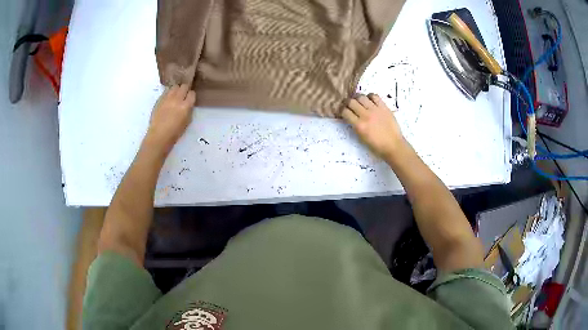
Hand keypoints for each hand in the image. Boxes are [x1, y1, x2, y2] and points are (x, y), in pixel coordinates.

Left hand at [145, 84, 195, 154]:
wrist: (158, 136)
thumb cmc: (174, 133)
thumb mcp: (187, 122)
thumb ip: (189, 110)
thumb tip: (188, 104)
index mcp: (185, 106)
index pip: (192, 93)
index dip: (192, 95)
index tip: (190, 98)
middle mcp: (176, 99)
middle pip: (183, 86)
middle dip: (185, 89)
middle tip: (184, 94)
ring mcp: (167, 98)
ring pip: (174, 87)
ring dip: (177, 89)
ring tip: (176, 95)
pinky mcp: (159, 100)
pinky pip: (166, 91)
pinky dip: (169, 93)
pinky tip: (168, 99)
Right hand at [341, 93, 405, 158]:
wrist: (394, 146)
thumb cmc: (377, 146)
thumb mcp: (361, 138)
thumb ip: (355, 126)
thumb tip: (351, 117)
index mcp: (359, 126)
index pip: (345, 112)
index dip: (341, 110)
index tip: (342, 111)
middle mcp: (366, 115)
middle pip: (351, 102)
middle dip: (347, 102)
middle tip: (349, 105)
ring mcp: (375, 110)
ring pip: (361, 97)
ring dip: (357, 98)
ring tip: (359, 102)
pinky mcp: (384, 107)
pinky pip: (374, 96)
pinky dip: (370, 97)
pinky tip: (370, 101)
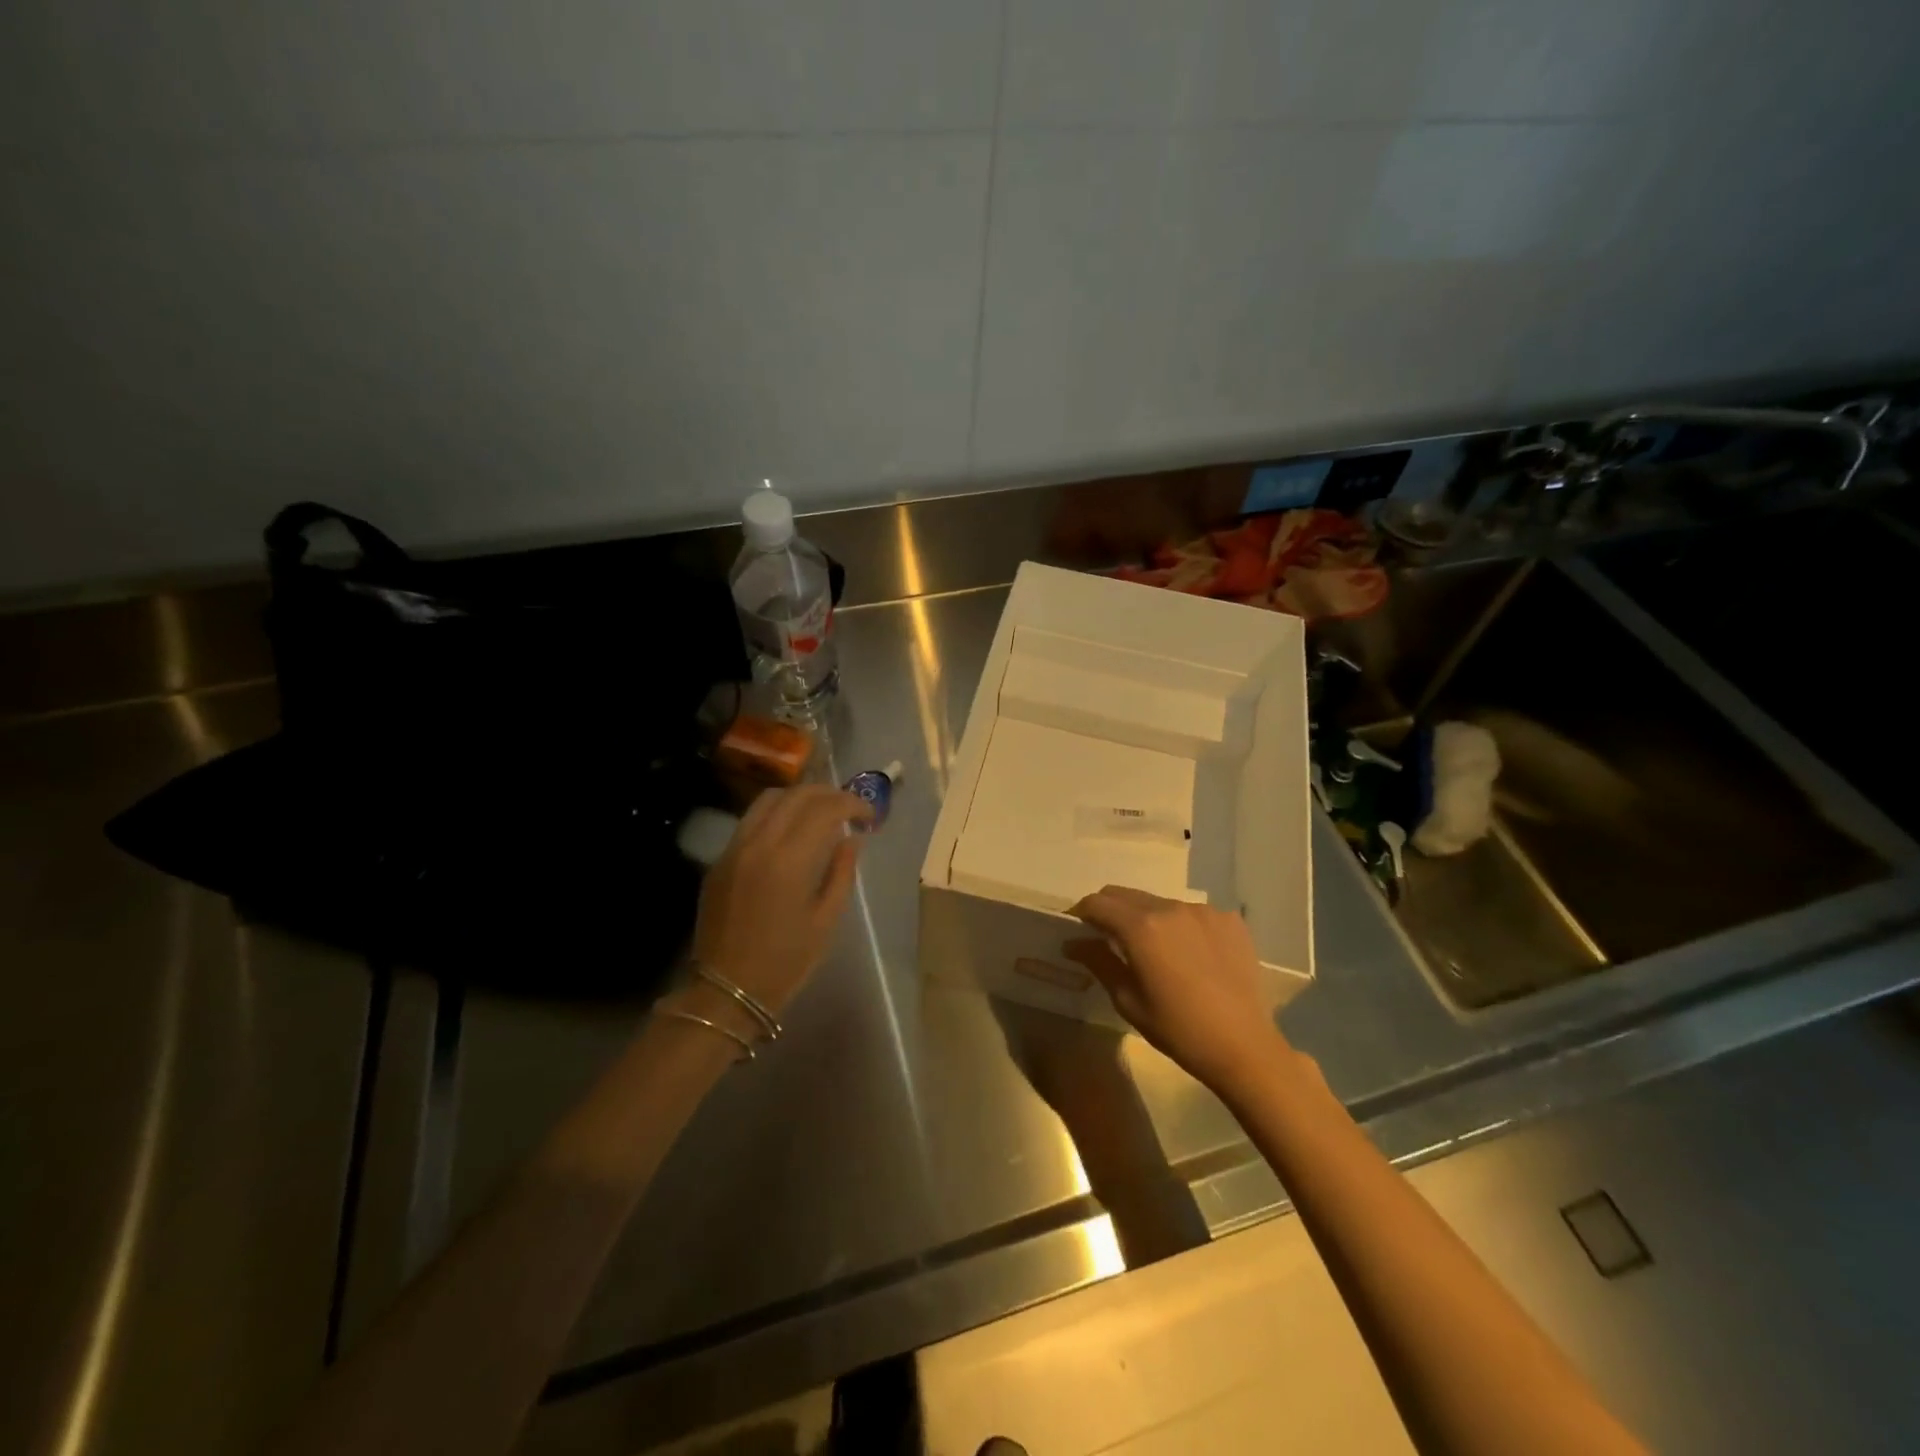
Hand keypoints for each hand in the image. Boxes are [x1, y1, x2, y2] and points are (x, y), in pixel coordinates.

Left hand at [690, 785, 870, 1019]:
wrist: (725, 990)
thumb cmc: (785, 962)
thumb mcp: (826, 920)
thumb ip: (842, 873)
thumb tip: (852, 839)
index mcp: (790, 860)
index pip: (825, 808)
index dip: (853, 803)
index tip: (869, 815)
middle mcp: (759, 843)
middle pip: (797, 794)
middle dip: (829, 793)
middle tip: (850, 807)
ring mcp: (734, 848)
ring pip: (769, 799)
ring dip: (800, 797)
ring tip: (820, 812)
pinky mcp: (720, 860)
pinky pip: (751, 820)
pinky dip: (777, 813)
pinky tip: (790, 832)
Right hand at [1066, 885, 1288, 1095]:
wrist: (1245, 1047)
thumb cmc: (1179, 1030)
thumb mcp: (1128, 1001)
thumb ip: (1098, 962)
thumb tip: (1072, 942)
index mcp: (1141, 927)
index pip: (1097, 903)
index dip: (1080, 913)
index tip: (1075, 929)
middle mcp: (1170, 907)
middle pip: (1125, 895)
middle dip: (1109, 910)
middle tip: (1105, 937)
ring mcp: (1203, 910)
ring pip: (1159, 902)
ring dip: (1145, 917)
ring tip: (1152, 950)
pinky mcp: (1229, 920)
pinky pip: (1192, 913)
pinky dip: (1179, 926)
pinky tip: (1188, 955)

- REQUIRED WORK
Output, line for line and exactly, the records above from their first line through the one with "pinky dip: (1179, 926)", both ends included, but no pictures.

- WRITTEN SOLUTION
Hand keypoints for each hand in the image. Boxes are [x1, y1, x2, y2] and points are (x, y), in pixel coordinates.

Left hand at [145, 84, 195, 154]:
wrist: (158, 136)
thumb cmc: (174, 133)
thumb mcp: (187, 122)
thumb ip: (189, 110)
thumb tip: (188, 104)
index mcp: (185, 106)
index pip: (192, 93)
index dip: (192, 95)
index tip: (190, 98)
middle mcp: (176, 99)
middle pip: (183, 86)
middle dip: (185, 89)
middle tip: (184, 94)
ring mcp: (167, 98)
ring pip: (174, 87)
ring dip: (177, 89)
ring tip: (176, 95)
pinky mcp: (159, 100)
pinky pip: (166, 91)
pinky dip: (169, 93)
pinky tip: (168, 99)
Right hand at [341, 93, 405, 158]:
wrist: (394, 146)
thumb cmc: (377, 146)
thumb mcp: (361, 138)
thumb ip: (355, 126)
thumb tip: (351, 117)
index mcp: (359, 126)
index pip: (345, 112)
index dip: (341, 110)
index tip: (342, 111)
middle mcp: (366, 115)
middle pip: (351, 102)
middle dip: (347, 102)
middle tip: (349, 105)
ring mcp: (375, 110)
ring pip: (361, 97)
ring dip: (357, 98)
ring tip: (359, 102)
pinky mcp: (384, 107)
pinky pip: (374, 96)
pinky dip: (370, 97)
pinky tip: (370, 101)
Hand keypoints for each hand in the image. Boxes are [x1, y1, x2, y2] and points are (x, y), in pixel coordinates.

Left hand at [690, 785, 870, 1019]:
wrist: (725, 990)
thumb cmc: (785, 962)
thumb mcp: (826, 920)
thumb ip: (842, 873)
thumb tip: (852, 839)
index mcp: (790, 860)
index pip: (825, 808)
index dip: (853, 803)
index tip: (869, 815)
middle mcp: (759, 843)
middle pip: (797, 794)
middle dip: (829, 793)
middle tip: (850, 807)
ring mcp: (734, 848)
ring pip: (769, 799)
ring dip: (800, 797)
ring tip: (820, 812)
pinky mcp: (720, 860)
pinky pip: (751, 820)
pinky dip: (777, 813)
pinky tip: (790, 832)
Right hand at [1066, 885, 1288, 1095]:
wrist: (1245, 1047)
thumb cmc: (1179, 1030)
thumb mcp: (1128, 1001)
thumb ip: (1098, 962)
thumb tip: (1072, 942)
index mcp: (1141, 927)
index pip: (1097, 903)
index dip: (1080, 913)
index tip: (1075, 929)
middle mcp: (1170, 907)
middle pip: (1125, 895)
middle dip: (1109, 910)
middle tip: (1105, 937)
ring mcp: (1203, 910)
ring pip: (1159, 902)
ring dip: (1145, 917)
ring tip: (1152, 950)
pinky mcp: (1229, 920)
pinky pip: (1192, 913)
pinky dip: (1179, 926)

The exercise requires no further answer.